__Problem to work on__
What are the lines, word for word, from the line with "thumb cmc: (106, 144)" up to and including the line with "thumb mcp: (290, 268)" in the records below? Omit the pictures.

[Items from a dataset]
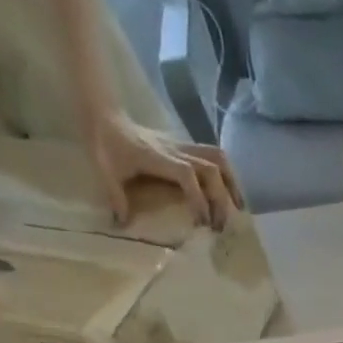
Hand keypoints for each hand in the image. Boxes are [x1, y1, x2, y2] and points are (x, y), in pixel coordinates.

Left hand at [83, 109, 240, 228]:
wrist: (105, 115)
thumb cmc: (106, 144)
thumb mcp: (105, 171)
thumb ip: (116, 198)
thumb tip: (122, 226)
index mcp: (158, 158)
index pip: (188, 175)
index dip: (200, 199)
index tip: (202, 224)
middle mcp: (176, 151)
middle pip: (211, 169)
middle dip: (221, 199)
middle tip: (220, 226)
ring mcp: (183, 147)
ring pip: (218, 159)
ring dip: (231, 183)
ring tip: (237, 208)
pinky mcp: (185, 147)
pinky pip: (215, 157)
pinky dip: (227, 175)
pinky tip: (229, 193)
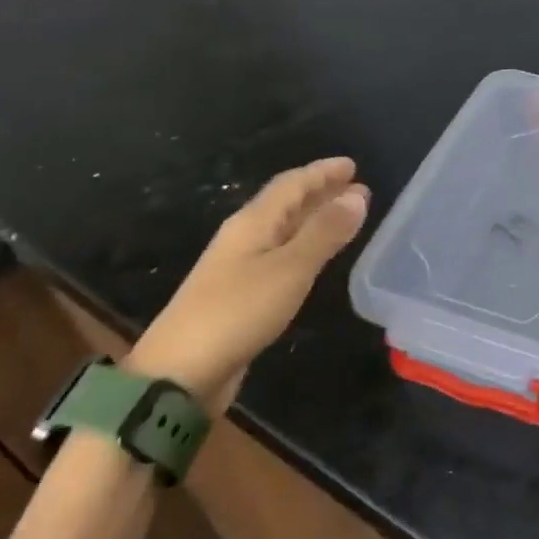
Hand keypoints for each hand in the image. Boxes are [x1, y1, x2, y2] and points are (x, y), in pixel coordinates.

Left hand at [126, 157, 368, 415]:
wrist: (180, 372)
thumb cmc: (238, 311)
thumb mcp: (290, 268)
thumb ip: (325, 232)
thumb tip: (358, 196)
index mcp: (253, 222)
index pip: (291, 184)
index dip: (322, 172)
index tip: (352, 165)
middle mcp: (245, 237)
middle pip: (286, 204)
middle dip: (322, 193)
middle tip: (358, 189)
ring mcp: (240, 267)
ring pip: (285, 230)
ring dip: (315, 219)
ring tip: (346, 217)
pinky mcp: (242, 295)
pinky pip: (282, 255)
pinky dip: (306, 246)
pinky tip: (316, 256)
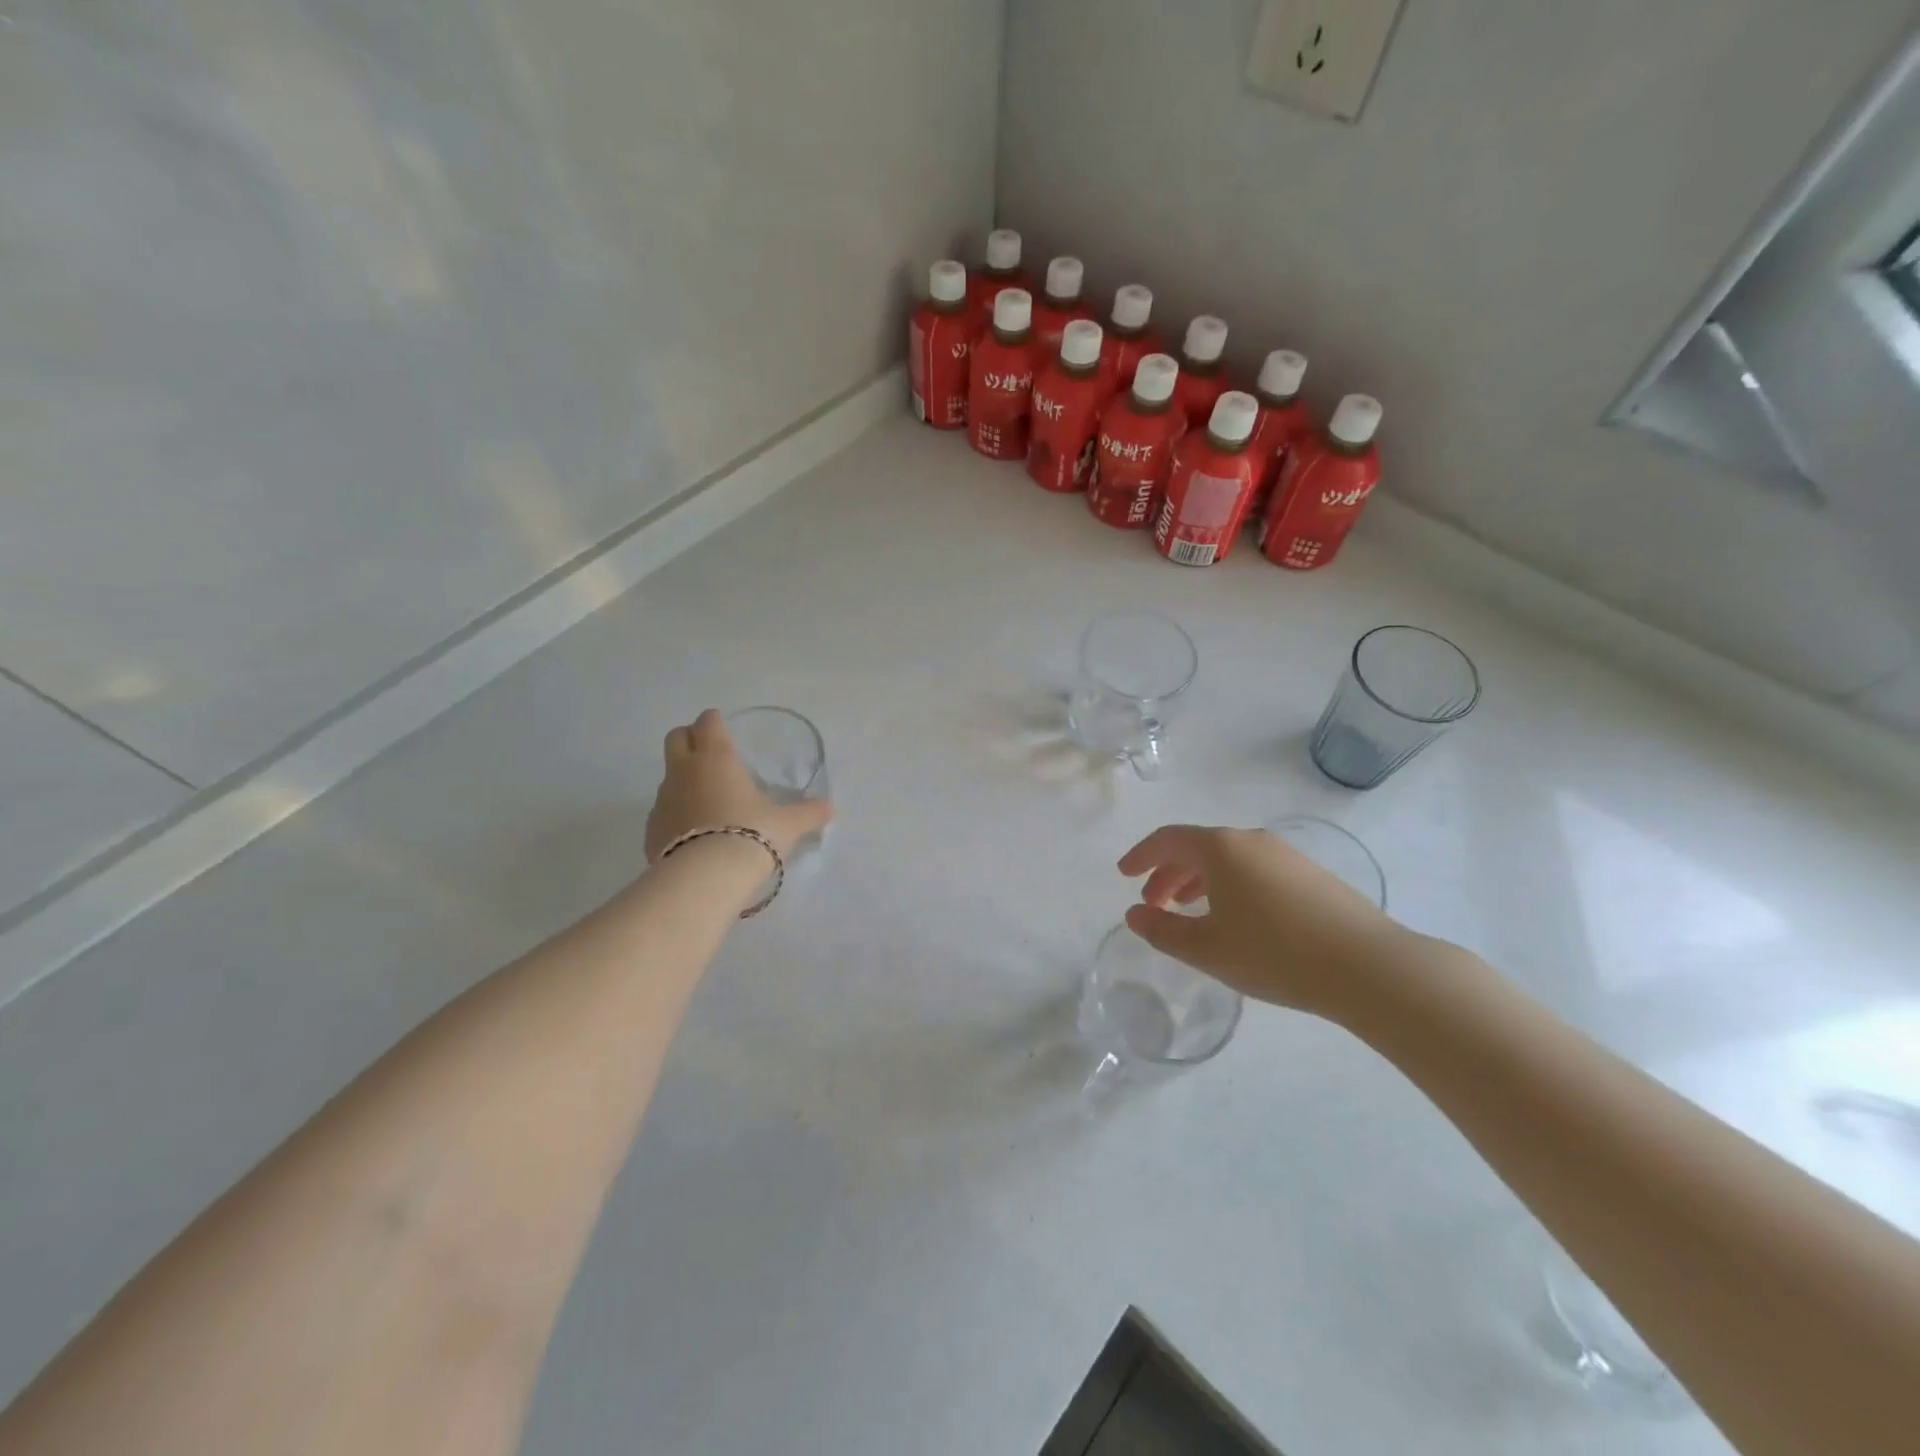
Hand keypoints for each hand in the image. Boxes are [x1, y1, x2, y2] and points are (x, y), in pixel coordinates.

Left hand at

__Exercise response__
thumb cmc: (106, 144)
thumb mcp: (105, 171)
thumb ip: (116, 198)
thumb tip: (122, 226)
index mcp: (158, 158)
index pip: (188, 175)
index dip: (200, 199)
index tip: (202, 224)
middle mcp: (176, 151)
middle pip: (211, 169)
middle dip: (221, 199)
middle tip: (220, 226)
ring mcp: (183, 147)
ring pip: (218, 159)
ring dip: (231, 183)
ring tip: (237, 208)
pinky mcp: (185, 147)
pinky pip: (215, 157)
pinky dip: (227, 175)
pinky tip: (229, 193)
Hand keypoints for each hand in the image. Boxes are [x1, y1, x2, y2] and points are (x, y), in pixel coordinates.

Left hand at [126, 157, 368, 415]:
wrist: (180, 372)
thumb cmc: (238, 311)
thumb mcp: (290, 268)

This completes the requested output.